**Work task:**
The lines below that include "千葉鴨川線" are to be found and copied.

Stored data entries
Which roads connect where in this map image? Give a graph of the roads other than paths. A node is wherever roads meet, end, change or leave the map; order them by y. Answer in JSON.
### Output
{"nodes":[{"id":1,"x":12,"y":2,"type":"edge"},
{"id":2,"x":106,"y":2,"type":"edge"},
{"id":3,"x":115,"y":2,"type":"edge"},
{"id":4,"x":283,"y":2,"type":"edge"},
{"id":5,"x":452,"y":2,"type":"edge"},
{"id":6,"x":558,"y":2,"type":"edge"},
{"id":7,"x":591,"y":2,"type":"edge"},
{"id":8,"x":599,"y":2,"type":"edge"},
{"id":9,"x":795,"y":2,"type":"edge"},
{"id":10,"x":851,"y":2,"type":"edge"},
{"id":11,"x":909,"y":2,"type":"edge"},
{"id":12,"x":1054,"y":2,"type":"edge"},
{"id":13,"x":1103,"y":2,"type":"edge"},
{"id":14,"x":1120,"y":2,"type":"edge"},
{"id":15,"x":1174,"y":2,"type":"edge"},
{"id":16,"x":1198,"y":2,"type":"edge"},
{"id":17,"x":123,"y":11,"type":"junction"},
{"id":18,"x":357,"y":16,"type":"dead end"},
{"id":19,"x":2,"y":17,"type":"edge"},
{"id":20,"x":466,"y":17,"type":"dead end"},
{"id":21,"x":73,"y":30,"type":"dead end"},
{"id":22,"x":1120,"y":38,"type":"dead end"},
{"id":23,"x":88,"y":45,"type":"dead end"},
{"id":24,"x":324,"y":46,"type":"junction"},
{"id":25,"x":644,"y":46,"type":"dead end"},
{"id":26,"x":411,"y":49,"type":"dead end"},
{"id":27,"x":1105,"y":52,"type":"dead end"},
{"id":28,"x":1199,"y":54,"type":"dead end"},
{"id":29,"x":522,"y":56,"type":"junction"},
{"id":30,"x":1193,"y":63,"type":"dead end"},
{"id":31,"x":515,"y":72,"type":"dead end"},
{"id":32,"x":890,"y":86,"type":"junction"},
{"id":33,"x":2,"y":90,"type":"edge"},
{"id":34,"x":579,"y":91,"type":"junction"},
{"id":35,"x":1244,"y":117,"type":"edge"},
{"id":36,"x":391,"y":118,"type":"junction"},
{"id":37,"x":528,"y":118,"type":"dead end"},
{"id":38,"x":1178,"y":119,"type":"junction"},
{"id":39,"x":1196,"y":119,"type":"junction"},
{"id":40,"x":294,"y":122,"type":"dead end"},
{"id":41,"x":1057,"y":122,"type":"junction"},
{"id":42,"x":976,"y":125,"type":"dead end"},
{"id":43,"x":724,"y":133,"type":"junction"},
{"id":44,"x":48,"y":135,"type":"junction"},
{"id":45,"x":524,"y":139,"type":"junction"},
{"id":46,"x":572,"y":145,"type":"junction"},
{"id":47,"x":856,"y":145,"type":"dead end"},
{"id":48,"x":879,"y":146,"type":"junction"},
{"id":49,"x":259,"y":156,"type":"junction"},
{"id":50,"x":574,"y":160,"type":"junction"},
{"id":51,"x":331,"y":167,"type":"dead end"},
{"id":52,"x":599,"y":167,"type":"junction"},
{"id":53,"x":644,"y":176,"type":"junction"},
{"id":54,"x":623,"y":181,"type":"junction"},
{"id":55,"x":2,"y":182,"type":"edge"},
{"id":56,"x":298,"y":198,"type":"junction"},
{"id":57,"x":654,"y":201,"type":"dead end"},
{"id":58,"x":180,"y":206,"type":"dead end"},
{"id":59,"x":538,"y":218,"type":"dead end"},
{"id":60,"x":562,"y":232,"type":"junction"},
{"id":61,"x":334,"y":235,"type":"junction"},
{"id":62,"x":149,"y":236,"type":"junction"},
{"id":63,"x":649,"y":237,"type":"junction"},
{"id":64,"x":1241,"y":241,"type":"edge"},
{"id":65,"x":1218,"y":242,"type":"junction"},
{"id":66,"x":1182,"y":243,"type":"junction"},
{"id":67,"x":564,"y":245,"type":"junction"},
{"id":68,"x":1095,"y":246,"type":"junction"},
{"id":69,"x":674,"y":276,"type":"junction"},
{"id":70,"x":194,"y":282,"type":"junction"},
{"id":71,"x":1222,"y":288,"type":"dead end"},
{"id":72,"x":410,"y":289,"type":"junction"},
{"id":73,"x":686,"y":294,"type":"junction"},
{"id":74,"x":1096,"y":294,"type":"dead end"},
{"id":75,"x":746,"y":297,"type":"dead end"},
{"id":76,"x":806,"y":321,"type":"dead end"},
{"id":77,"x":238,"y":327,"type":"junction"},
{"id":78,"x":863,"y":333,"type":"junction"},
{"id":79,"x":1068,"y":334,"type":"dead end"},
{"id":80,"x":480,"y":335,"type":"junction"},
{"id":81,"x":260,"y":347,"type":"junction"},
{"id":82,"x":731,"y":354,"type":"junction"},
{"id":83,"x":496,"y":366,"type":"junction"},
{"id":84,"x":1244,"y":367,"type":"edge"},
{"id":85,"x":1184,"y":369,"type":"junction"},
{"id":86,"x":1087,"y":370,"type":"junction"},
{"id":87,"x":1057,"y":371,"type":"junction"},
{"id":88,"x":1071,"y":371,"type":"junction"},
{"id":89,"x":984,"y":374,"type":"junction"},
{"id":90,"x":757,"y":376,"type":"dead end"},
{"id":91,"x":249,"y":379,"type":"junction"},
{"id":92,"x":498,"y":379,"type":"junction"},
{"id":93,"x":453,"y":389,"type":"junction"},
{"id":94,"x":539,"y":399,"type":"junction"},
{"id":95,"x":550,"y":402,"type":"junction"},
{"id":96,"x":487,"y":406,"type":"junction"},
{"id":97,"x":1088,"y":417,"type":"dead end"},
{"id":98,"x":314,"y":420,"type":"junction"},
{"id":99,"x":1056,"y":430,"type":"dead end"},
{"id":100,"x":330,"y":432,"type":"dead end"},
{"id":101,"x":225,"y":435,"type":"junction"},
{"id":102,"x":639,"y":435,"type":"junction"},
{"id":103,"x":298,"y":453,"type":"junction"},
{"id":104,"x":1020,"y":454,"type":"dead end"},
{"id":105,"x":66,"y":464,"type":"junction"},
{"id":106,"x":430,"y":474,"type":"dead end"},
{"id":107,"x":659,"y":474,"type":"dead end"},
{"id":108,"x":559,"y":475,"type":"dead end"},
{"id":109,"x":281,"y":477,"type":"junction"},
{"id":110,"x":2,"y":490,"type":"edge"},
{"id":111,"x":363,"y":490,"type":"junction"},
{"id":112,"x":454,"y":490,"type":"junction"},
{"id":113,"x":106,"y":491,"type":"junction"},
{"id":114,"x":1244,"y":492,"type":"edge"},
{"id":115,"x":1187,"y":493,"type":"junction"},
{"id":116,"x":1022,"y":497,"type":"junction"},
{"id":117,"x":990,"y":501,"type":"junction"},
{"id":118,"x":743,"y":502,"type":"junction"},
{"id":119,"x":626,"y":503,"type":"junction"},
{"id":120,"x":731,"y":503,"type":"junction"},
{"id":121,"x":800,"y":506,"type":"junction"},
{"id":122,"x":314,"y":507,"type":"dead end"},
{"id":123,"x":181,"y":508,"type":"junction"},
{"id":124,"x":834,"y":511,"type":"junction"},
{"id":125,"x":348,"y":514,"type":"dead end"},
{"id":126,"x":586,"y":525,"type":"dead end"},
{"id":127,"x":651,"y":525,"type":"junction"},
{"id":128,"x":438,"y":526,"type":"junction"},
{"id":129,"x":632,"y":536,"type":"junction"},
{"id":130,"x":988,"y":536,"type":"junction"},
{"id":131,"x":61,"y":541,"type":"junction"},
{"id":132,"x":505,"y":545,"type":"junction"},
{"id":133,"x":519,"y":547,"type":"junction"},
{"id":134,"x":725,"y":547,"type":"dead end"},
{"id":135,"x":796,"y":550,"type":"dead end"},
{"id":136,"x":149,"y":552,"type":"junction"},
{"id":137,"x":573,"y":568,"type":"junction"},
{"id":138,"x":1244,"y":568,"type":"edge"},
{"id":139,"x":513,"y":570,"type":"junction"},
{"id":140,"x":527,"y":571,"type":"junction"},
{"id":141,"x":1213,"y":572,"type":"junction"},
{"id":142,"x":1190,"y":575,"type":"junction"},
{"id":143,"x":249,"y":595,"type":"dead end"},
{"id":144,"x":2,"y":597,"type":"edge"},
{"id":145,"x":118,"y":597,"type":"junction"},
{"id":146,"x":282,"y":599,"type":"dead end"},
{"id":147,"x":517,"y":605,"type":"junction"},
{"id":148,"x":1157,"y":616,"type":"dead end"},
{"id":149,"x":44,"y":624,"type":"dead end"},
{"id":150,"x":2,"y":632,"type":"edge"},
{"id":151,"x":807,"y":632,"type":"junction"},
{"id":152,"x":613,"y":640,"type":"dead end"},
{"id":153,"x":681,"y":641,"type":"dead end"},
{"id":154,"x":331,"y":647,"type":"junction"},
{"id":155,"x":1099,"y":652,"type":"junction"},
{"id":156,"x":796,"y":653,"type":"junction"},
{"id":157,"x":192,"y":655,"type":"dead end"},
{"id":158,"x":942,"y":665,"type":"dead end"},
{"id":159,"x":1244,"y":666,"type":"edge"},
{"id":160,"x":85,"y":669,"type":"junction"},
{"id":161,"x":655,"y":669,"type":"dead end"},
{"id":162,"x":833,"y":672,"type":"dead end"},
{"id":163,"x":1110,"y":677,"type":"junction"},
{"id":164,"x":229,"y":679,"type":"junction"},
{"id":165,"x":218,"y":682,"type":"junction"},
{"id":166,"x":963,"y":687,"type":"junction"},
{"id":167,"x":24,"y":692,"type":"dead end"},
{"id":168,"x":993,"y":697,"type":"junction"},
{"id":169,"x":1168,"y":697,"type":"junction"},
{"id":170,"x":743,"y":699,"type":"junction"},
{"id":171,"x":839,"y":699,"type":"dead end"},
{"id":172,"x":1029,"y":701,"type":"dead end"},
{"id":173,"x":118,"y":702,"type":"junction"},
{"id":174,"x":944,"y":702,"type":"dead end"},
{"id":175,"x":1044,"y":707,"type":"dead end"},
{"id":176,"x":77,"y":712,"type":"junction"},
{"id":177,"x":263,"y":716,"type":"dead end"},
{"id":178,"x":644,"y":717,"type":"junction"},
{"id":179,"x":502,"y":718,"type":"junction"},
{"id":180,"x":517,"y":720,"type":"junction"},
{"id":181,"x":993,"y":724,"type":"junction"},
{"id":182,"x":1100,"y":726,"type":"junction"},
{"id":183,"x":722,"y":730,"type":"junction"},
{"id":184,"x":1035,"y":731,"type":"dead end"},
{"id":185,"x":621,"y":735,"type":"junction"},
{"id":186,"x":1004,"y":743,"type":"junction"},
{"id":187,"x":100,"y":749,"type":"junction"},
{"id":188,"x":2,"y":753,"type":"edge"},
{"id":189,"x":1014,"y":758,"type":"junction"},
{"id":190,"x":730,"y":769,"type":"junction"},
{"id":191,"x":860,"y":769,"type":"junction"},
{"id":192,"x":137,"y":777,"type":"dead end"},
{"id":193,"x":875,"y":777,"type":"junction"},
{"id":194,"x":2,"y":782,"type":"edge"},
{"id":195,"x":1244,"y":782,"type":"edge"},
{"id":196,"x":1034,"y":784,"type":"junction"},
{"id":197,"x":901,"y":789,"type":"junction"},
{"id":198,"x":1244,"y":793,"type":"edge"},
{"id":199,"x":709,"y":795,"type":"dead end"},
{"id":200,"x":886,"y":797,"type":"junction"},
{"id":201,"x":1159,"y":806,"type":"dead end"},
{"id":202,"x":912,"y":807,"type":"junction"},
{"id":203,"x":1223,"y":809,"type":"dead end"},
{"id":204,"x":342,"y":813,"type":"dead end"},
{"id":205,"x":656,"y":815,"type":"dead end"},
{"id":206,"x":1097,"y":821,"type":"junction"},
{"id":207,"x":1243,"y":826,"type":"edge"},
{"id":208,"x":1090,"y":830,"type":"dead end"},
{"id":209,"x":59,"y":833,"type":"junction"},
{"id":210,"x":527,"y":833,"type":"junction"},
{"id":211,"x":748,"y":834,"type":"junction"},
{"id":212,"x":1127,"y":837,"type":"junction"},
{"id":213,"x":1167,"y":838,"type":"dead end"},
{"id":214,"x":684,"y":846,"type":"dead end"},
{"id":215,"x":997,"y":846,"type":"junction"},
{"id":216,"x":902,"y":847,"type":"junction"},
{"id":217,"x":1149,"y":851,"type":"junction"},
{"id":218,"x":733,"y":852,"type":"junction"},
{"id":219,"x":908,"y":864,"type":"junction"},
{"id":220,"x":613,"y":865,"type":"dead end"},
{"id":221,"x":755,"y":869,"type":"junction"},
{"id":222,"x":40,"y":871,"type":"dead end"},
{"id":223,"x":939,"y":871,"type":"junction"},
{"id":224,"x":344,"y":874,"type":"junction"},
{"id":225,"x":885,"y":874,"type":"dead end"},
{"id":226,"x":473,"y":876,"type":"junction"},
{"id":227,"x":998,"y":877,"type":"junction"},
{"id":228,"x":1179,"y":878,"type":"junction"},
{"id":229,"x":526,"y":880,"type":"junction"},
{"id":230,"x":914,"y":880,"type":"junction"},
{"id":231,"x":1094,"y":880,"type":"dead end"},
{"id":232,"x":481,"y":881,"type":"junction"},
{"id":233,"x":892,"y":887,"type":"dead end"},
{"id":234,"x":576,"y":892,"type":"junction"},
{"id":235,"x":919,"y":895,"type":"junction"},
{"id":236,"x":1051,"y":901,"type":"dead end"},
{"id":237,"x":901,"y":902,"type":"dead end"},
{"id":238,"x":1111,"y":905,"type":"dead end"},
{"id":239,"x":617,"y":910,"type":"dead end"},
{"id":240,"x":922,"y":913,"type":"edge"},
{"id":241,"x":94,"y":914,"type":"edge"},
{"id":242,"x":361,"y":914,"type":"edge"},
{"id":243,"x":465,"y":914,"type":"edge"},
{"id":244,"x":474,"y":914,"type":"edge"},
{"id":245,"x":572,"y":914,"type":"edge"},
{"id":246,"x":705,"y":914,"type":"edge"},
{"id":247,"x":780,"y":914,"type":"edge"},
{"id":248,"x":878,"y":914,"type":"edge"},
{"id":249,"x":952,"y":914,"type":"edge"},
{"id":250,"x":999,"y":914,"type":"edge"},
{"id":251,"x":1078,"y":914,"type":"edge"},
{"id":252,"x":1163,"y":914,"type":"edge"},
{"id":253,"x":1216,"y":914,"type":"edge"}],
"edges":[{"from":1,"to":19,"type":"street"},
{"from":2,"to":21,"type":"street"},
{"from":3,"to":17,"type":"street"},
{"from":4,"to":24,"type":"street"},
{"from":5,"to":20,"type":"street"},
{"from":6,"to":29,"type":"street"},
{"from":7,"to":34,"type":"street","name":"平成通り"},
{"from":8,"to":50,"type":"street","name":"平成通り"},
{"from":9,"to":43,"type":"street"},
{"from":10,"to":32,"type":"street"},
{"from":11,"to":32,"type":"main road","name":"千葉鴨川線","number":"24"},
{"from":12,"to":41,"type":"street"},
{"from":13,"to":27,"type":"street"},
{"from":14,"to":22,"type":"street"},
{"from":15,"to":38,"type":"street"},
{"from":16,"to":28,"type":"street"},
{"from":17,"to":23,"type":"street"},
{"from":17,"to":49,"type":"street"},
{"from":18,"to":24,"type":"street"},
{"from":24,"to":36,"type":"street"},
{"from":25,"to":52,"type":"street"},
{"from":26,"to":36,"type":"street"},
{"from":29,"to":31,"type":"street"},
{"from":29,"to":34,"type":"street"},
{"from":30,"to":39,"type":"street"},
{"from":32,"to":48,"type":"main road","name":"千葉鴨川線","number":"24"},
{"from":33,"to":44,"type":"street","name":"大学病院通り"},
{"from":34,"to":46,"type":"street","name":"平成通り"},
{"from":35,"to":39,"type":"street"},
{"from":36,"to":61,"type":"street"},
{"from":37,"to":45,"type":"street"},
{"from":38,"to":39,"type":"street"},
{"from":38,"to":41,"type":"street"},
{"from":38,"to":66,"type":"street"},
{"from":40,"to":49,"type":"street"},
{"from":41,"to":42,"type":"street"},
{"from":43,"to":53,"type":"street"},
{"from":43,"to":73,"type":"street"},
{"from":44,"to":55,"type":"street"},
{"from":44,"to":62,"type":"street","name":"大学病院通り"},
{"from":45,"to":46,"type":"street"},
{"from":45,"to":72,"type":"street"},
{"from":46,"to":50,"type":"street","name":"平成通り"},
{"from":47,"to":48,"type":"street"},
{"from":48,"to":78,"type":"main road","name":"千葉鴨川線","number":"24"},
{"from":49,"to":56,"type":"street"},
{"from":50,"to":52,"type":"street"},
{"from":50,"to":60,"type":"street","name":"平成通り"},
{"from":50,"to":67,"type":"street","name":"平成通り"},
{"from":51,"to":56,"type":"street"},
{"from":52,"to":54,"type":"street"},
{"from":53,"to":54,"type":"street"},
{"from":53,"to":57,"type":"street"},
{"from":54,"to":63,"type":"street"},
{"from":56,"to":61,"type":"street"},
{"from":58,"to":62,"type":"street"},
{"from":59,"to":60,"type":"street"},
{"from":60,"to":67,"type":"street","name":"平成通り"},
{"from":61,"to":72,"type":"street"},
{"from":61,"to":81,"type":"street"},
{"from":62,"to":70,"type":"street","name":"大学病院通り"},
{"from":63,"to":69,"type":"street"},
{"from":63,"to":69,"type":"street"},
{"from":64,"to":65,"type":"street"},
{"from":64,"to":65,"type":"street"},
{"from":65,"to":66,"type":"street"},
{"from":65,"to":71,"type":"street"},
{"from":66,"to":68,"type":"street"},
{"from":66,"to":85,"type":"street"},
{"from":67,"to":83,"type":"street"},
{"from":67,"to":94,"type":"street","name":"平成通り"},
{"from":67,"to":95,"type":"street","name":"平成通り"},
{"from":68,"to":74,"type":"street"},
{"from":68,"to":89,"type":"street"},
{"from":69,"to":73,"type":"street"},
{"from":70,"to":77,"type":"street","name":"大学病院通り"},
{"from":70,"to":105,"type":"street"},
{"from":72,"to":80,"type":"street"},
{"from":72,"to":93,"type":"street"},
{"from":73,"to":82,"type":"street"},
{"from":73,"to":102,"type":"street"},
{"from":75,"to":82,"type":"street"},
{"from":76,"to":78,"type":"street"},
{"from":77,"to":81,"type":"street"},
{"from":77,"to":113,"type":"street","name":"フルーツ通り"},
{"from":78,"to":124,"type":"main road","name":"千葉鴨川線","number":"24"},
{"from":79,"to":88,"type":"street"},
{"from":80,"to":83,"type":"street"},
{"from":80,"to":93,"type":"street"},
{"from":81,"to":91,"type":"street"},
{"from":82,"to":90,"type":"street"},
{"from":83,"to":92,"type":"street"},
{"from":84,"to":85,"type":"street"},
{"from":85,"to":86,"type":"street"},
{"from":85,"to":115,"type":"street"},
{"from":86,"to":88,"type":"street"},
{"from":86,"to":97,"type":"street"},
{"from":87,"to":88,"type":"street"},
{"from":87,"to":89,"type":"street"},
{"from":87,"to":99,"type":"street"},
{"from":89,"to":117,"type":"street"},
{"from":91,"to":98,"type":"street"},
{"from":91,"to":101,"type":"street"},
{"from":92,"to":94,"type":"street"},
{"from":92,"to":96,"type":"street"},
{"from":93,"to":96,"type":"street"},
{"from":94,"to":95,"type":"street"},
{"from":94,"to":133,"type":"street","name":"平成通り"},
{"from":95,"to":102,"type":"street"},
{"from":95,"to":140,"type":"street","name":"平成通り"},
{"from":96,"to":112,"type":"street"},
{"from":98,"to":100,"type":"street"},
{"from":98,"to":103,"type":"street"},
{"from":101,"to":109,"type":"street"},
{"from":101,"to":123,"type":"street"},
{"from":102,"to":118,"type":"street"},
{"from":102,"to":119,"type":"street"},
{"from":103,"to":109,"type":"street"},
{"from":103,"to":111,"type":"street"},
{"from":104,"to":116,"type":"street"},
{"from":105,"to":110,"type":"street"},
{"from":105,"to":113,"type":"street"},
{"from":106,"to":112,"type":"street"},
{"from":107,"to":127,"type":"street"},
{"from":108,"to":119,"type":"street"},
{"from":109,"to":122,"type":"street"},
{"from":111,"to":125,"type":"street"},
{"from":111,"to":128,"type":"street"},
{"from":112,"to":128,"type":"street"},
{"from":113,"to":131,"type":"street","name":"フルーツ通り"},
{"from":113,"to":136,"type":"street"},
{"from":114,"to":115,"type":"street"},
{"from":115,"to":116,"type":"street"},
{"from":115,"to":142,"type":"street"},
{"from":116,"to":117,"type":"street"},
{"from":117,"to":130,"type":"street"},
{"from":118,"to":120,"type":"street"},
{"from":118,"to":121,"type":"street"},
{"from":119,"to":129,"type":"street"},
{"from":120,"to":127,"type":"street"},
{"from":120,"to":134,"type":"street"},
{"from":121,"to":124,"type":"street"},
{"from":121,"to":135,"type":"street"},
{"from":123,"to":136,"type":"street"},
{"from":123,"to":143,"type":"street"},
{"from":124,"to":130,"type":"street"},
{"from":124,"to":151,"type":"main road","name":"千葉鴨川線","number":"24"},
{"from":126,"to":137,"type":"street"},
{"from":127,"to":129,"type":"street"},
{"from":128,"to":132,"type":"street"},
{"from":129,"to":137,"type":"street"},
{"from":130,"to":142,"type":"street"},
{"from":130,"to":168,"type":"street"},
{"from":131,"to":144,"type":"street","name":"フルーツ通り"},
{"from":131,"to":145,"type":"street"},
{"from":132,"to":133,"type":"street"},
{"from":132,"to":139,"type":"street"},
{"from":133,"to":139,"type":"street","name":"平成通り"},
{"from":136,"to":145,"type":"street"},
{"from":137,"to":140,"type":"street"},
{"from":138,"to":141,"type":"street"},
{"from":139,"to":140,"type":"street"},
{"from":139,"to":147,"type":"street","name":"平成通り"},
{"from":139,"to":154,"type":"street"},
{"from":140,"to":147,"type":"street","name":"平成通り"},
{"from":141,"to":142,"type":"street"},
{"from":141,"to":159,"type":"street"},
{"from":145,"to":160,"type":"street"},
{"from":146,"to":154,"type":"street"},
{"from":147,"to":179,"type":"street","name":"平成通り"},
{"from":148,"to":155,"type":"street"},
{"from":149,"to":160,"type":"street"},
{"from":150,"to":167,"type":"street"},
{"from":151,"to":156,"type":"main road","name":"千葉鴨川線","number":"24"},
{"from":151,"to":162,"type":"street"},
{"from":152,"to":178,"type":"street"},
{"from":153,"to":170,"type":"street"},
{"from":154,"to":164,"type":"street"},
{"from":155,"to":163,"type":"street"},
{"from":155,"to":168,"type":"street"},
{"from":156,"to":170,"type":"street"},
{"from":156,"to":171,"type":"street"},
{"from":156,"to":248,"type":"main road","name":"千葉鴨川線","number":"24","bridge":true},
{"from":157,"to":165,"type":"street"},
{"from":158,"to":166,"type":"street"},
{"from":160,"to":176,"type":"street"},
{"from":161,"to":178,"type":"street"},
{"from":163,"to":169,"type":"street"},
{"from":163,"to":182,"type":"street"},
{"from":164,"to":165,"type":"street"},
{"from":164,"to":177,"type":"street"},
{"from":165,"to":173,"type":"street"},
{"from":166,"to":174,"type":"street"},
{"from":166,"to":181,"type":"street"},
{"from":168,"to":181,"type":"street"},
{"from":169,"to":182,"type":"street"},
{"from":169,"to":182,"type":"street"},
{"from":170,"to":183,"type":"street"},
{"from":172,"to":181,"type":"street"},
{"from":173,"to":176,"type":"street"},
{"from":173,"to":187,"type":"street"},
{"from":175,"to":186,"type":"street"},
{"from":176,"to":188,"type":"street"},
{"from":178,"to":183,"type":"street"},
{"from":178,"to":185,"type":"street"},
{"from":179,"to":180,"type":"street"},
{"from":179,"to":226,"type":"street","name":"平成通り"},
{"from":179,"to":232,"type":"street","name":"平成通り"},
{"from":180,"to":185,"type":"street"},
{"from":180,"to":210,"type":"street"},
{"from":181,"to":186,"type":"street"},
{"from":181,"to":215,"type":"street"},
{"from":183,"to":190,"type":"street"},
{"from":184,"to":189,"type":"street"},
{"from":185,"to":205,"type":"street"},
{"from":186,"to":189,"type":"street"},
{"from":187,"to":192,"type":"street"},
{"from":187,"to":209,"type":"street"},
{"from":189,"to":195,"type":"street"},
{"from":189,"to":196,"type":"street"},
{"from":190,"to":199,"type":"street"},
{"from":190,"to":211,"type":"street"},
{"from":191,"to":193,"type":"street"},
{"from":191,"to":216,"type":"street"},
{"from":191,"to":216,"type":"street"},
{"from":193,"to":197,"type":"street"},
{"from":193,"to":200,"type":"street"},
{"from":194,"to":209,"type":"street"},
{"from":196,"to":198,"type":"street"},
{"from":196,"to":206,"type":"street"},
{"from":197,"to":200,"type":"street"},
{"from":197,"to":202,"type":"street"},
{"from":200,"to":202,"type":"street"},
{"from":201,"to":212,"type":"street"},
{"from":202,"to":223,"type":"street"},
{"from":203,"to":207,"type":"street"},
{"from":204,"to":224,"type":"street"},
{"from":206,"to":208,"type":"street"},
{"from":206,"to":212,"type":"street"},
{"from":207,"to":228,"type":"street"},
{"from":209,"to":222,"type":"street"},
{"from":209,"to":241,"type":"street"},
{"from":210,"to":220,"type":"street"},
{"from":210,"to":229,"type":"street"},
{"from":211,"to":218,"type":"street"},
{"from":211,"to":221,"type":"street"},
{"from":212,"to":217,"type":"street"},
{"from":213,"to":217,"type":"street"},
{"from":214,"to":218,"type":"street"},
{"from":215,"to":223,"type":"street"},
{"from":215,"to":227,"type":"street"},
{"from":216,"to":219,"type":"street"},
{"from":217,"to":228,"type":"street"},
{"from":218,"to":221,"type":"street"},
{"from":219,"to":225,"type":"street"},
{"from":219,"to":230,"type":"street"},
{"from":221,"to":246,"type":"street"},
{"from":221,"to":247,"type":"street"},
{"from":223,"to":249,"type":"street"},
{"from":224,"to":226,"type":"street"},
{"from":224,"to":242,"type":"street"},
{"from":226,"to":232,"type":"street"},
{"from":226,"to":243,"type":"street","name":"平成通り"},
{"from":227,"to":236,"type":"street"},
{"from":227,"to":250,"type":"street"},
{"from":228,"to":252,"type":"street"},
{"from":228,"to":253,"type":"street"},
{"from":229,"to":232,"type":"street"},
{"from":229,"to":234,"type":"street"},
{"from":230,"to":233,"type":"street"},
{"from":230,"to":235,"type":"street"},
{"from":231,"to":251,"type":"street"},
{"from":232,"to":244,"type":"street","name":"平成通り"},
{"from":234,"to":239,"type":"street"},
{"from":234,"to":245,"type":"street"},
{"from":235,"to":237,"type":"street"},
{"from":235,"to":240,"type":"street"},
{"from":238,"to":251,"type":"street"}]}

**Solution to this problem:**
{"from":11,"to":32,"type":"main road","name":"千葉鴨川線","number":"24"},
{"from":32,"to":48,"type":"main road","name":"千葉鴨川線","number":"24"},
{"from":48,"to":78,"type":"main road","name":"千葉鴨川線","number":"24"},
{"from":78,"to":124,"type":"main road","name":"千葉鴨川線","number":"24"},
{"from":124,"to":151,"type":"main road","name":"千葉鴨川線","number":"24"},
{"from":151,"to":156,"type":"main road","name":"千葉鴨川線","number":"24"},
{"from":156,"to":248,"type":"main road","name":"千葉鴨川線","number":"24","bridge":true},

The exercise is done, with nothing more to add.